Center for Historic Architecture and Design receives preservation grant

The University of Delaware's Center for Historic Architecture and Design (CHAD) in the Joseph R. Biden, Jr. School of Public Policy and Administration has been awarded a grant from the National Park Service’s National Center for Preservation Technology and Training to develop methods to enhance documentation and analysis of porosity in deteriorated historic bricks for preservation studies.

The project will use high-resolution micro-CT scanning available in UD’s Advanced Materials Characterization Lab, a technique more often used in medical diagnostics and composites studies. This state-of-the-art instrumentation will be combined with new capabilities in 3D image analysis to map and analyze porosity and pore systems in historic bricks.
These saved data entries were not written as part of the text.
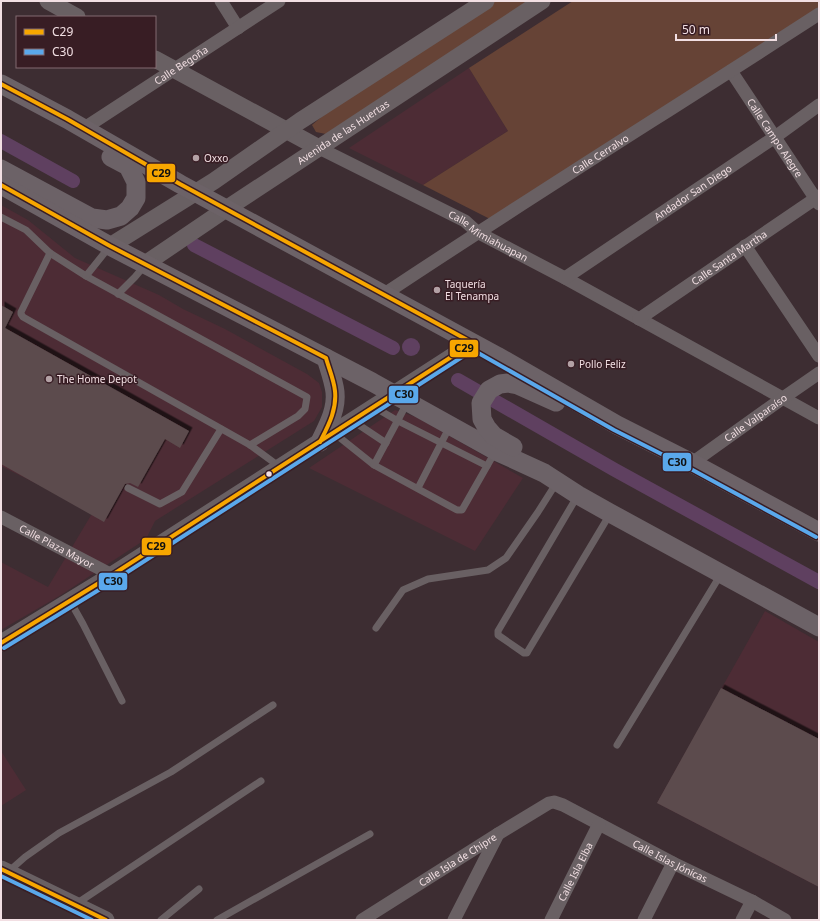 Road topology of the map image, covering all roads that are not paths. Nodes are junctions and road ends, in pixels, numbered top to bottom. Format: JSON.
{"nodes":[{"id":1,"x":48,"y":1,"type":"edge"},
{"id":2,"x":221,"y":1,"type":"edge"},
{"id":3,"x":279,"y":1,"type":"edge"},
{"id":4,"x":486,"y":1,"type":"edge"},
{"id":5,"x":542,"y":1,"type":"edge"},
{"id":6,"x":819,"y":14,"type":"edge"},
{"id":7,"x":75,"y":16,"type":"edge"},
{"id":8,"x":238,"y":28,"type":"junction"},
{"id":9,"x":156,"y":61,"type":"edge"},
{"id":10,"x":174,"y":70,"type":"junction"},
{"id":11,"x":731,"y":72,"type":"junction"},
{"id":12,"x":1,"y":85,"type":"edge"},
{"id":13,"x":819,"y":105,"type":"edge"},
{"id":14,"x":83,"y":129,"type":"junction"},
{"id":15,"x":286,"y":131,"type":"junction"},
{"id":16,"x":775,"y":137,"type":"junction"},
{"id":17,"x":319,"y":148,"type":"junction"},
{"id":18,"x":1,"y":169,"type":"edge"},
{"id":19,"x":4,"y":188,"type":"edge"},
{"id":20,"x":196,"y":193,"type":"junction"},
{"id":21,"x":818,"y":199,"type":"edge"},
{"id":22,"x":226,"y":209,"type":"junction"},
{"id":23,"x":1,"y":216,"type":"edge"},
{"id":24,"x":477,"y":232,"type":"junction"},
{"id":25,"x":110,"y":246,"type":"junction"},
{"id":26,"x":745,"y":246,"type":"junction"},
{"id":27,"x":50,"y":253,"type":"junction"},
{"id":28,"x":145,"y":264,"type":"junction"},
{"id":29,"x":86,"y":276,"type":"junction"},
{"id":30,"x":565,"y":278,"type":"junction"},
{"id":31,"x":118,"y":294,"type":"junction"},
{"id":32,"x":383,"y":295,"type":"junction"},
{"id":33,"x":639,"y":319,"type":"junction"},
{"id":34,"x":473,"y":343,"type":"junction"},
{"id":35,"x":819,"y":356,"type":"edge"},
{"id":36,"x":326,"y":358,"type":"junction"},
{"id":37,"x":819,"y":373,"type":"edge"},
{"id":38,"x":401,"y":398,"type":"junction"},
{"id":39,"x":783,"y":398,"type":"junction"},
{"id":40,"x":373,"y":407,"type":"junction"},
{"id":41,"x":819,"y":418,"type":"edge"},
{"id":42,"x":353,"y":420,"type":"junction"},
{"id":43,"x":398,"y":421,"type":"junction"},
{"id":44,"x":617,"y":425,"type":"junction"},
{"id":45,"x":450,"y":426,"type":"junction"},
{"id":46,"x":221,"y":429,"type":"junction"},
{"id":47,"x":327,"y":438,"type":"junction"},
{"id":48,"x":441,"y":443,"type":"junction"},
{"id":49,"x":386,"y":444,"type":"junction"},
{"id":50,"x":250,"y":446,"type":"junction"},
{"id":51,"x":492,"y":458,"type":"junction"},
{"id":52,"x":692,"y":463,"type":"junction"},
{"id":53,"x":374,"y":464,"type":"junction"},
{"id":54,"x":280,"y":467,"type":"junction"},
{"id":55,"x":550,"y":477,"type":"junction"},
{"id":56,"x":128,"y":488,"type":"dead end"},
{"id":57,"x":418,"y":488,"type":"junction"},
{"id":58,"x":578,"y":495,"type":"junction"},
{"id":59,"x":610,"y":513,"type":"junction"},
{"id":60,"x":1,"y":517,"type":"edge"},
{"id":61,"x":819,"y":532,"type":"edge"},
{"id":62,"x":721,"y":574,"type":"junction"},
{"id":63,"x":112,"y":575,"type":"junction"},
{"id":64,"x":70,"y":601,"type":"junction"},
{"id":65,"x":819,"y":627,"type":"edge"},
{"id":66,"x":376,"y":628,"type":"dead end"},
{"id":67,"x":1,"y":643,"type":"edge"},
{"id":68,"x":122,"y":701,"type":"dead end"},
{"id":69,"x":273,"y":705,"type":"dead end"},
{"id":70,"x":617,"y":745,"type":"dead end"},
{"id":71,"x":260,"y":781,"type":"dead end"},
{"id":72,"x":554,"y":802,"type":"joint"},
{"id":73,"x":599,"y":824,"type":"junction"},
{"id":74,"x":370,"y":834,"type":"dead end"},
{"id":75,"x":498,"y":834,"type":"junction"},
{"id":76,"x":673,"y":863,"type":"junction"},
{"id":77,"x":4,"y":871,"type":"edge"},
{"id":78,"x":199,"y":889,"type":"dead end"},
{"id":79,"x":752,"y":901,"type":"junction"},
{"id":80,"x":75,"y":905,"type":"junction"},
{"id":81,"x":106,"y":920,"type":"edge"},
{"id":82,"x":161,"y":920,"type":"edge"},
{"id":83,"x":217,"y":920,"type":"edge"},
{"id":84,"x":362,"y":920,"type":"edge"},
{"id":85,"x":454,"y":920,"type":"edge"},
{"id":86,"x":551,"y":920,"type":"edge"},
{"id":87,"x":644,"y":920,"type":"edge"},
{"id":88,"x":742,"y":920,"type":"edge"},
{"id":89,"x":785,"y":920,"type":"edge"}],
"edges":[{"from":1,"to":7,"type":"street"},
{"from":2,"to":8,"type":"street"},
{"from":3,"to":8,"type":"street","name":"Calle Begoña"},
{"from":4,"to":15,"type":"street"},
{"from":5,"to":17,"type":"street","name":"Avenida de las Huertas"},
{"from":6,"to":11,"type":"street","name":"Calle Cerralvo"},
{"from":8,"to":10,"type":"street","name":"Calle Begoña"},
{"from":9,"to":10,"type":"street","name":"Calle Mimiahuapan"},
{"from":10,"to":14,"type":"street","name":"Calle Begoña"},
{"from":10,"to":15,"type":"street","name":"Calle Mimiahuapan"},
{"from":11,"to":16,"type":"street","name":"Calle Campo Alegre"},
{"from":11,"to":24,"type":"street","name":"Calle Cerralvo"},
{"from":12,"to":14,"type":"main road"},
{"from":12,"to":18,"type":"main road"},
{"from":13,"to":16,"type":"street","name":"Andador San Diego"},
{"from":14,"to":20,"type":"main road"},
{"from":15,"to":17,"type":"street","name":"Calle Mimiahuapan"},
{"from":15,"to":20,"type":"street"},
{"from":16,"to":21,"type":"street","name":"Calle Campo Alegre"},
{"from":16,"to":30,"type":"street","name":"Andador San Diego"},
{"from":17,"to":22,"type":"street","name":"Avenida de las Huertas"},
{"from":17,"to":24,"type":"street","name":"Calle Mimiahuapan"},
{"from":19,"to":25,"type":"main road"},
{"from":20,"to":22,"type":"main road"},
{"from":20,"to":25,"type":"street"},
{"from":21,"to":26,"type":"street","name":"Calle Santa Martha"},
{"from":22,"to":28,"type":"street","name":"Avenida de las Huertas"},
{"from":22,"to":32,"type":"main road"},
{"from":23,"to":27,"type":"lane"},
{"from":24,"to":30,"type":"street","name":"Calle Mimiahuapan"},
{"from":24,"to":32,"type":"street","name":"Calle Cerralvo"},
{"from":25,"to":28,"type":"main road"},
{"from":25,"to":29,"type":"lane"},
{"from":26,"to":33,"type":"street","name":"Calle Santa Martha"},
{"from":26,"to":35,"type":"street"},
{"from":27,"to":29,"type":"lane"},
{"from":27,"to":46,"type":"lane"},
{"from":28,"to":31,"type":"lane"},
{"from":28,"to":36,"type":"main road"},
{"from":29,"to":31,"type":"lane"},
{"from":30,"to":33,"type":"street","name":"Calle Mimiahuapan"},
{"from":31,"to":50,"type":"lane"},
{"from":32,"to":34,"type":"main road"},
{"from":33,"to":39,"type":"street","name":"Calle Mimiahuapan"},
{"from":34,"to":38,"type":"street"},
{"from":34,"to":44,"type":"main road"},
{"from":36,"to":38,"type":"main road"},
{"from":36,"to":47,"type":"main road"},
{"from":37,"to":39,"type":"street","name":"Calle Valparaíso"},
{"from":38,"to":40,"type":"street"},
{"from":38,"to":43,"type":"lane"},
{"from":38,"to":45,"type":"main road"},
{"from":39,"to":41,"type":"street","name":"Calle Mimiahuapan"},
{"from":39,"to":52,"type":"street","name":"Calle Valparaíso"},
{"from":40,"to":42,"type":"street"},
{"from":40,"to":43,"type":"lane"},
{"from":42,"to":47,"type":"street"},
{"from":42,"to":49,"type":"lane"},
{"from":43,"to":48,"type":"lane"},
{"from":43,"to":49,"type":"lane"},
{"from":44,"to":52,"type":"main road"},
{"from":44,"to":55,"type":"main road"},
{"from":45,"to":48,"type":"lane"},
{"from":45,"to":51,"type":"main road"},
{"from":46,"to":50,"type":"lane"},
{"from":46,"to":56,"type":"lane"},
{"from":47,"to":53,"type":"lane"},
{"from":47,"to":54,"type":"street"},
{"from":48,"to":51,"type":"lane"},
{"from":48,"to":57,"type":"lane"},
{"from":49,"to":53,"type":"lane"},
{"from":50,"to":54,"type":"lane"},
{"from":51,"to":55,"type":"main road"},
{"from":51,"to":57,"type":"lane"},
{"from":52,"to":61,"type":"main road"},
{"from":53,"to":57,"type":"lane"},
{"from":54,"to":63,"type":"street"},
{"from":55,"to":58,"type":"main road"},
{"from":55,"to":66,"type":"lane"},
{"from":58,"to":59,"type":"main road"},
{"from":58,"to":59,"type":"lane"},
{"from":59,"to":62,"type":"main road"},
{"from":60,"to":63,"type":"street","name":"Calle Plaza Mayor"},
{"from":62,"to":65,"type":"main road"},
{"from":62,"to":70,"type":"lane"},
{"from":63,"to":64,"type":"street"},
{"from":64,"to":67,"type":"street"},
{"from":64,"to":68,"type":"lane"},
{"from":69,"to":77,"type":"lane"},
{"from":71,"to":80,"type":"lane"},
{"from":72,"to":73,"type":"street","name":"Calle Islas Jónicas"},
{"from":72,"to":75,"type":"street","name":"Calle Isla de Chipre"},
{"from":73,"to":76,"type":"street","name":"Calle Islas Jónicas"},
{"from":73,"to":86,"type":"street","name":"Calle Isla Elba"},
{"from":74,"to":83,"type":"lane"},
{"from":75,"to":84,"type":"street","name":"Calle Isla de Chipre"},
{"from":75,"to":85,"type":"street"},
{"from":76,"to":79,"type":"street","name":"Calle Islas Jónicas"},
{"from":76,"to":87,"type":"street"},
{"from":77,"to":80,"type":"street"},
{"from":78,"to":82,"type":"lane"},
{"from":79,"to":88,"type":"street"},
{"from":79,"to":89,"type":"street","name":"Calle Islas Jónicas"},
{"from":80,"to":81,"type":"street"}]}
Architectural brick is found at historic sites throughout the U.S. Fired to a lower peak temperature than modern bricks, it is often quite porous and susceptible to deterioration. Many deterioration mechanisms can affect the bricks, especially when large and connected pores increase the movement of moisture, salts and pollutants. Imaging and quantifying pore structures and networks helps assess and document the state of deterioration before and after cleaning or other treatments occur and also helps guide the most appropriate treatment choices.

Chandra L. Reedy, a professor in the Biden School and director of CHAD, is the project’s principal investigator. This work builds on her extensive experience with quantitative porosity studies using polarized light microscopy coupled with 2D image analysis, a long-term specialization of CHAD’s Laboratory for Analysis of Cultural Materials. While this project focuses on historic brick, the results will be relevant to other architectural, archaeological or historic ceramic materials.